He also said indicators relating to access to opportunity, including the proportion of children out of school, access to electricity, internet penetration and access to credit, remained below the selected benchmarks.

“The overriding message from the data is clear: for the majority of the indices, we are as a country below the benchmark, the average for the benchmark group that was selected,” Adeyemi said.

He said this showed that Nigeria needed to adjust and strengthen its current policies and actions to ensure that economic growth translated into broader prosperity.

Adeyemi said Nigeria had made significant progress in stabilising the economy following a period of unsustainable fuel subsidies, multiple exchange rates and runaway inflation.

He said reforms implemented across fiscal and monetary policy, financial-sector resilience, household support, trade and structural challenges had helped create the foundations for growth.

“Three years into the reforms, key macroeconomic indices have stabilised and are indeed providing the foundations for growth,” he said, citing rising GDP, improved external trade balances, greater foreign exchange stability and increased confidence in the economy.

However, he said the reforms had been implemented amid security challenges, external headwinds and continuing structural and institutional weaknesses.

Adeyemi compared the reform process to “flying a plane while attempting to fix the engine”, saying Nigeria needed to “aviate, navigate and communicate” as it addressed its economic challenges.

He said the reforms would only be sustainable if a large proportion of the population participated in and benefited from them.

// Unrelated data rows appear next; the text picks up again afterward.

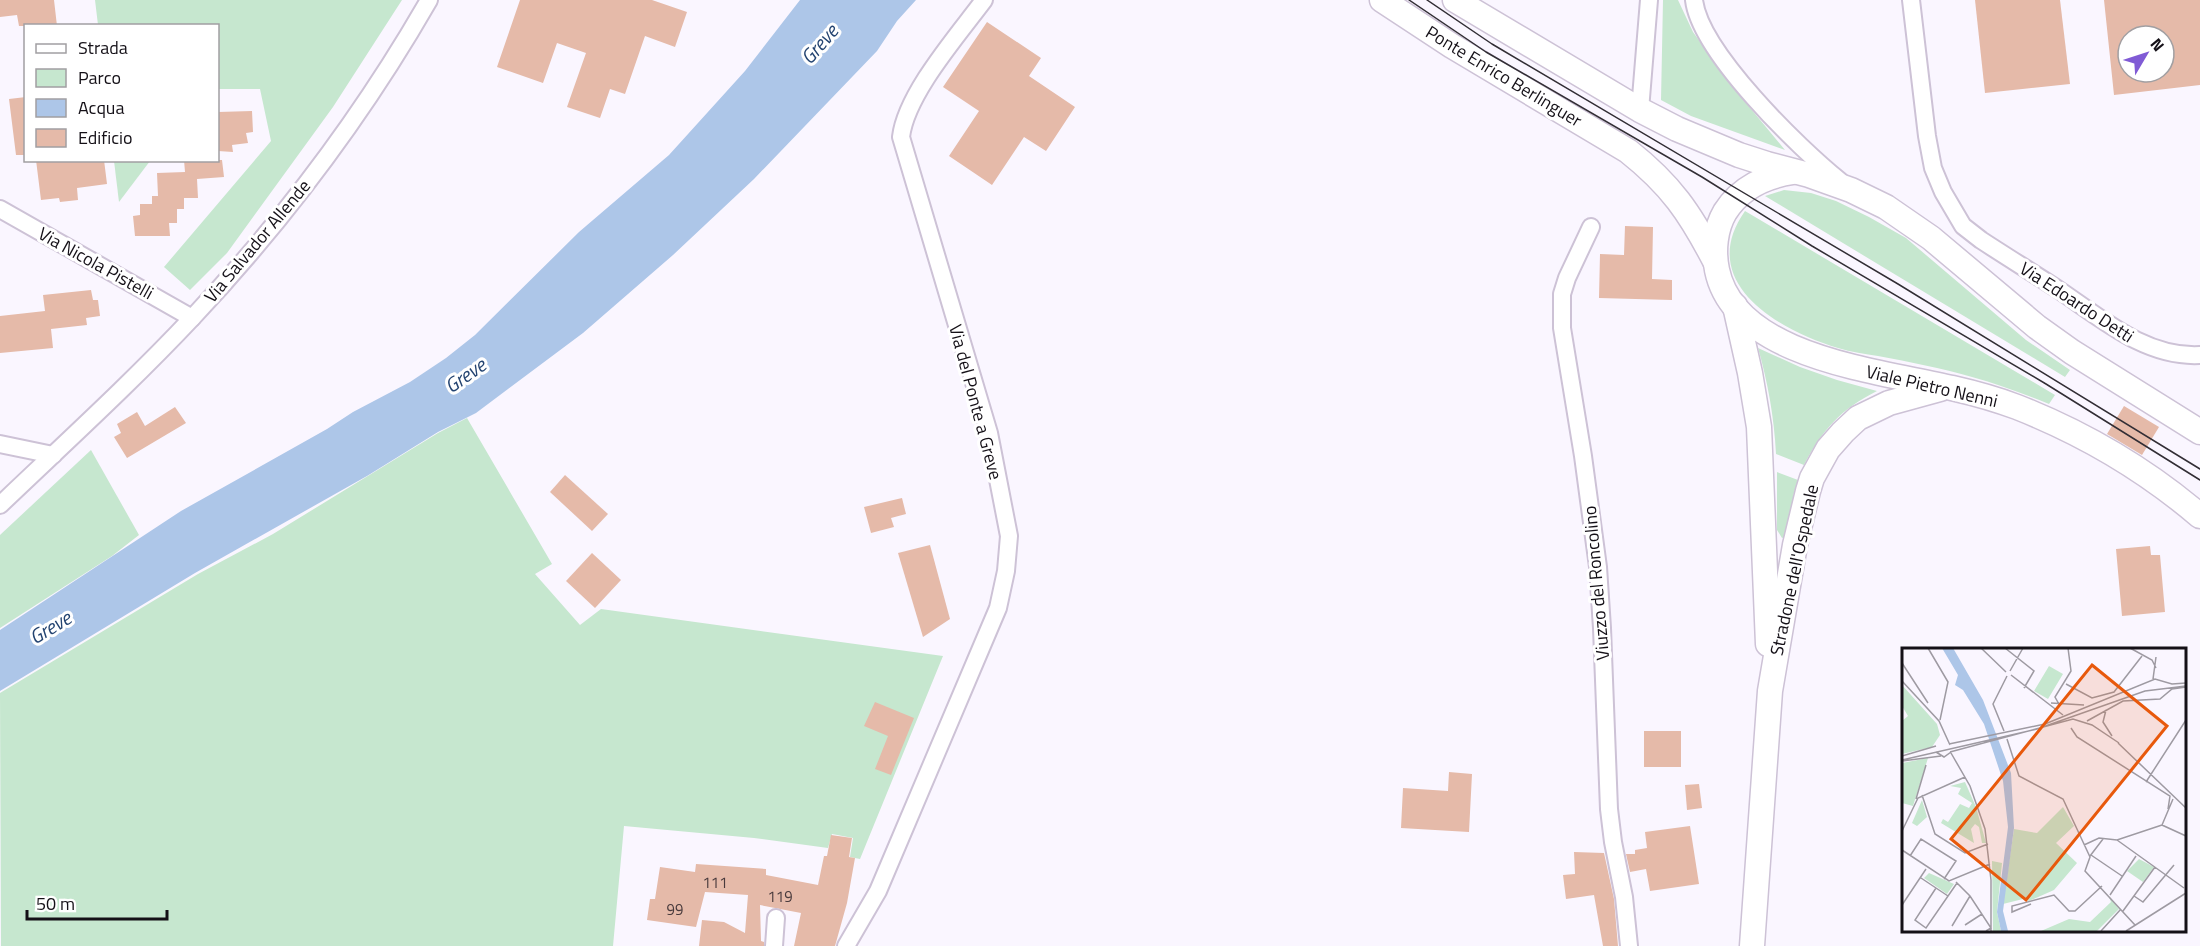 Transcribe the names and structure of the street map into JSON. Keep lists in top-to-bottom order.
{
  "streets": {
    "main road": ["Ponte Enrico Berlinguer", "Viale Pietro Nenni", "Stradone dell'Ospedale"],
    "street": [
      "Via Salvador Allende",
      "Via Nicola Pistelli",
      "Via Edoardo Detti",
      "Via del Ponte a Greve",
      "Viuzzo del Roncolino"
    ]
  },
  "crossings": [
    ["Ponte Enrico Berlinguer", "Viale Pietro Nenni"],
    ["Via Salvador Allende", "Via Nicola Pistelli"],
    ["Viale Pietro Nenni", "Stradone dell'Ospedale"]
  ],
  "water": ["Greve"],
  "house_numbers": ["111", "119", "99"],
  "legend": [
    "Strada",
    "Parco",
    "Acqua",
    "Edificio"
  ],
  "scale_bar": "50 m",
  "north": "top right"
}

“Shared prosperity is what helps to make reforms sustainable. Reforms are stronger and more resilient when a large proportion of the population participates in and benefits from them,” he said.

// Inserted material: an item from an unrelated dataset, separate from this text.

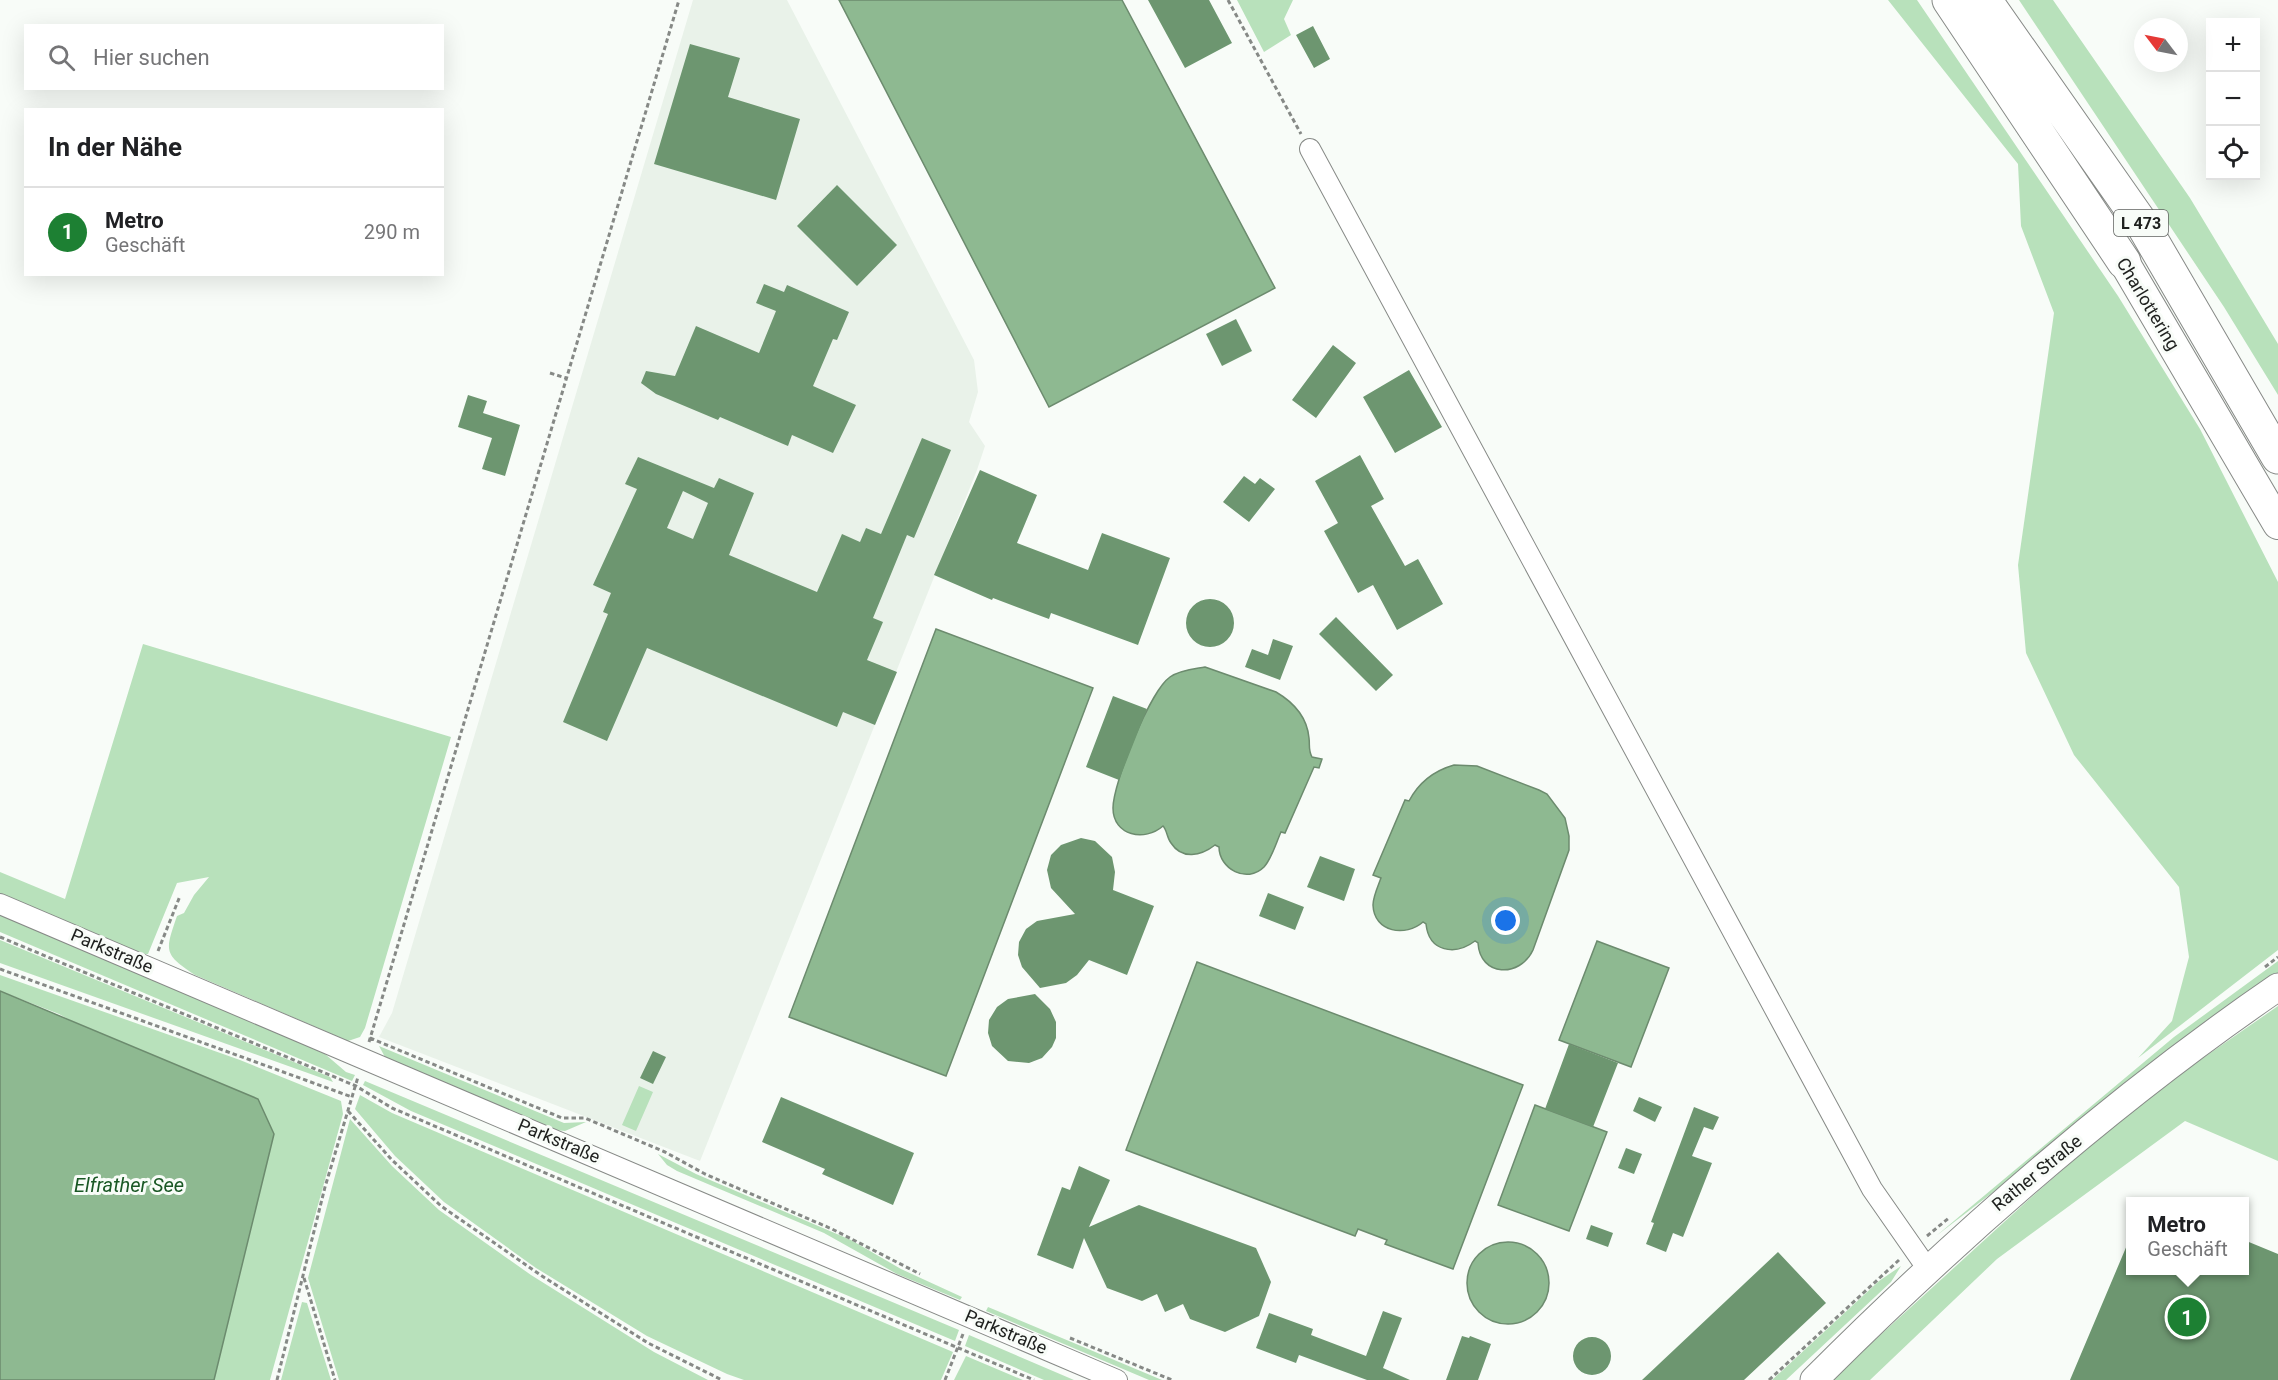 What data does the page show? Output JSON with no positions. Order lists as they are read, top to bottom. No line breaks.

Adeyemi said achieving shared prosperity would require a collaborative effort involving government, the private sector, citizens and civil society.

He urged the government to accelerate the implementation of high-impact reforms, particularly in power, tax and trade, while reducing bottlenecks among ministries, departments and agencies.

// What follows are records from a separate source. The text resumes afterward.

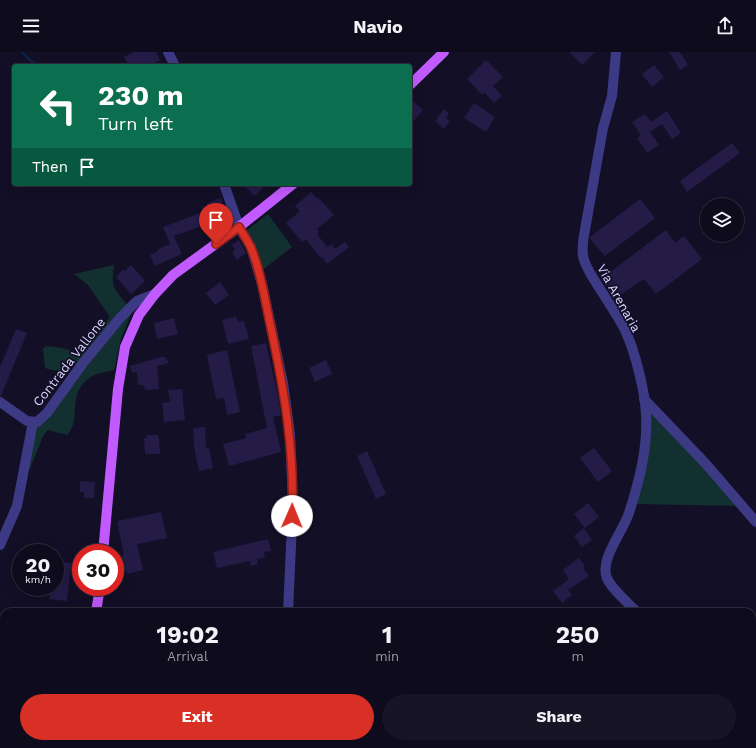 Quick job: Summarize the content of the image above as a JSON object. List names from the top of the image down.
{
  "streets": {
    "street": ["Via Arenaria", "Contrada Vallone"]
  },
  "page": {
    "header": "Navio",
    "turn": ["230 m", "Turn left"],
    "then": "Then",
    "speed": "20 km/h",
    "limit": "30",
    "eta": [
      "19:02",
      "Arrival",
      "1",
      "min",
      "250",
      "m"
    ],
    "buttons": ["Exit", "Share"]
  }
}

He also called for stronger coordination among the federal, state and local governments and better prioritisation of scarce public resources towards areas capable of delivering the greatest impact.

Adeyemi further urged the government to strengthen accountability by regularly publishing measurable indicators and targets that would allow Nigerians to track progress on shared prosperity.

“This is not something that can be left to the government alone. It is something in which all stakeholders, public, private sector and civil society, have got to get involved,” he said.